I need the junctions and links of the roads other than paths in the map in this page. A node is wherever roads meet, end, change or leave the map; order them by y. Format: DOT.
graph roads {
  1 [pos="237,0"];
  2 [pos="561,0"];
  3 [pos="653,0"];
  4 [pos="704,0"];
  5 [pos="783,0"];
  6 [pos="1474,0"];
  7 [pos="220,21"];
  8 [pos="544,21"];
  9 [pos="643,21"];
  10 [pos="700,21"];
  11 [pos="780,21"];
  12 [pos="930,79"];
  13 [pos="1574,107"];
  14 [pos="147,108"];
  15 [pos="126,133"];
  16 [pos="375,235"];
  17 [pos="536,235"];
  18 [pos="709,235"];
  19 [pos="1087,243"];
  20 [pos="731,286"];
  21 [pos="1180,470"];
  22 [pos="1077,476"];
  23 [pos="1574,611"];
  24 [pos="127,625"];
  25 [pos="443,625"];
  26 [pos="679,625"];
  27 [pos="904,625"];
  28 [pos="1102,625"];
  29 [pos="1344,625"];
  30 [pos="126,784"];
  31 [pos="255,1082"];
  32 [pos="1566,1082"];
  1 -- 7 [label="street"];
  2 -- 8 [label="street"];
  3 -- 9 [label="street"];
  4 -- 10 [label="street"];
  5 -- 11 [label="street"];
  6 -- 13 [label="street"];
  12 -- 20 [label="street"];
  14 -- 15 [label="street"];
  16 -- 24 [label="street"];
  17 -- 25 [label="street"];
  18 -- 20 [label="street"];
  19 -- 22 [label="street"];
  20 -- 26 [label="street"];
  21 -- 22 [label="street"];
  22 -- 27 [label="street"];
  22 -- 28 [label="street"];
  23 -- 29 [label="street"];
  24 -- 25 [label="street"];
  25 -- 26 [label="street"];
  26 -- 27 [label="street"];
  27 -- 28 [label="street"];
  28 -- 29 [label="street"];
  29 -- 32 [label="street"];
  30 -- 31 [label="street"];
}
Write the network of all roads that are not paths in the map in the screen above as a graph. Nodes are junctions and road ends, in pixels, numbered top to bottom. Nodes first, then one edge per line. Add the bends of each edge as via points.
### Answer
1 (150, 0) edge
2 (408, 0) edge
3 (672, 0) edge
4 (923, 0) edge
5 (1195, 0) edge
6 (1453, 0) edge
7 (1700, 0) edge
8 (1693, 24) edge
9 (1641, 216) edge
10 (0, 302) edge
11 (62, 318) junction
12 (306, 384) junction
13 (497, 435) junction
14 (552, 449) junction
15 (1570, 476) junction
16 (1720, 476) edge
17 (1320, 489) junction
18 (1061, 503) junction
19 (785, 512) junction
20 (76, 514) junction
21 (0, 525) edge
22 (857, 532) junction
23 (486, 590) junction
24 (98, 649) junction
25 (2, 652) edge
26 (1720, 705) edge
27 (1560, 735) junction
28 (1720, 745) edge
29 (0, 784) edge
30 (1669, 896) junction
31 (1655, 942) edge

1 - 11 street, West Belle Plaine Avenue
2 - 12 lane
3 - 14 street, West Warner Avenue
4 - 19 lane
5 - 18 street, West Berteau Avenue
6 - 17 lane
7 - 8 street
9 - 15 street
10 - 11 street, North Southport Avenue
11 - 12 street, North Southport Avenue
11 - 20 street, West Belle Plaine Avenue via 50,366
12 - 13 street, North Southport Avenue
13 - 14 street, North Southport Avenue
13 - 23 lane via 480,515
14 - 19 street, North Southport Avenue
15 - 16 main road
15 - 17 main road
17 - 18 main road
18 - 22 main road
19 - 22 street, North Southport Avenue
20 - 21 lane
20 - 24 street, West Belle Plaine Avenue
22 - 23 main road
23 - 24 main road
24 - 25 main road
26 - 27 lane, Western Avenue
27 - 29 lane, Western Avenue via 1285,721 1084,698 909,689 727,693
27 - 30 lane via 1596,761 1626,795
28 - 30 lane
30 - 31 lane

+ + + + + + +

## Required action
Transcribe exactly, please, the lines from the one with "Write the network" to the last line of the entries above, ends included.

## Output of the exercise
Write the network of all roads that are not paths in the map in the screen above as a graph. Nodes are junctions and road ends, in pixels, numbered top to bottom. Nodes first, then one edge per line. Add the bends of each edge as via points.
### Answer
1 (150, 0) edge
2 (408, 0) edge
3 (672, 0) edge
4 (923, 0) edge
5 (1195, 0) edge
6 (1453, 0) edge
7 (1700, 0) edge
8 (1693, 24) edge
9 (1641, 216) edge
10 (0, 302) edge
11 (62, 318) junction
12 (306, 384) junction
13 (497, 435) junction
14 (552, 449) junction
15 (1570, 476) junction
16 (1720, 476) edge
17 (1320, 489) junction
18 (1061, 503) junction
19 (785, 512) junction
20 (76, 514) junction
21 (0, 525) edge
22 (857, 532) junction
23 (486, 590) junction
24 (98, 649) junction
25 (2, 652) edge
26 (1720, 705) edge
27 (1560, 735) junction
28 (1720, 745) edge
29 (0, 784) edge
30 (1669, 896) junction
31 (1655, 942) edge

1 - 11 street, West Belle Plaine Avenue
2 - 12 lane
3 - 14 street, West Warner Avenue
4 - 19 lane
5 - 18 street, West Berteau Avenue
6 - 17 lane
7 - 8 street
9 - 15 street
10 - 11 street, North Southport Avenue
11 - 12 street, North Southport Avenue
11 - 20 street, West Belle Plaine Avenue via 50,366
12 - 13 street, North Southport Avenue
13 - 14 street, North Southport Avenue
13 - 23 lane via 480,515
14 - 19 street, North Southport Avenue
15 - 16 main road
15 - 17 main road
17 - 18 main road
18 - 22 main road
19 - 22 street, North Southport Avenue
20 - 21 lane
20 - 24 street, West Belle Plaine Avenue
22 - 23 main road
23 - 24 main road
24 - 25 main road
26 - 27 lane, Western Avenue
27 - 29 lane, Western Avenue via 1285,721 1084,698 909,689 727,693
27 - 30 lane via 1596,761 1626,795
28 - 30 lane
30 - 31 lane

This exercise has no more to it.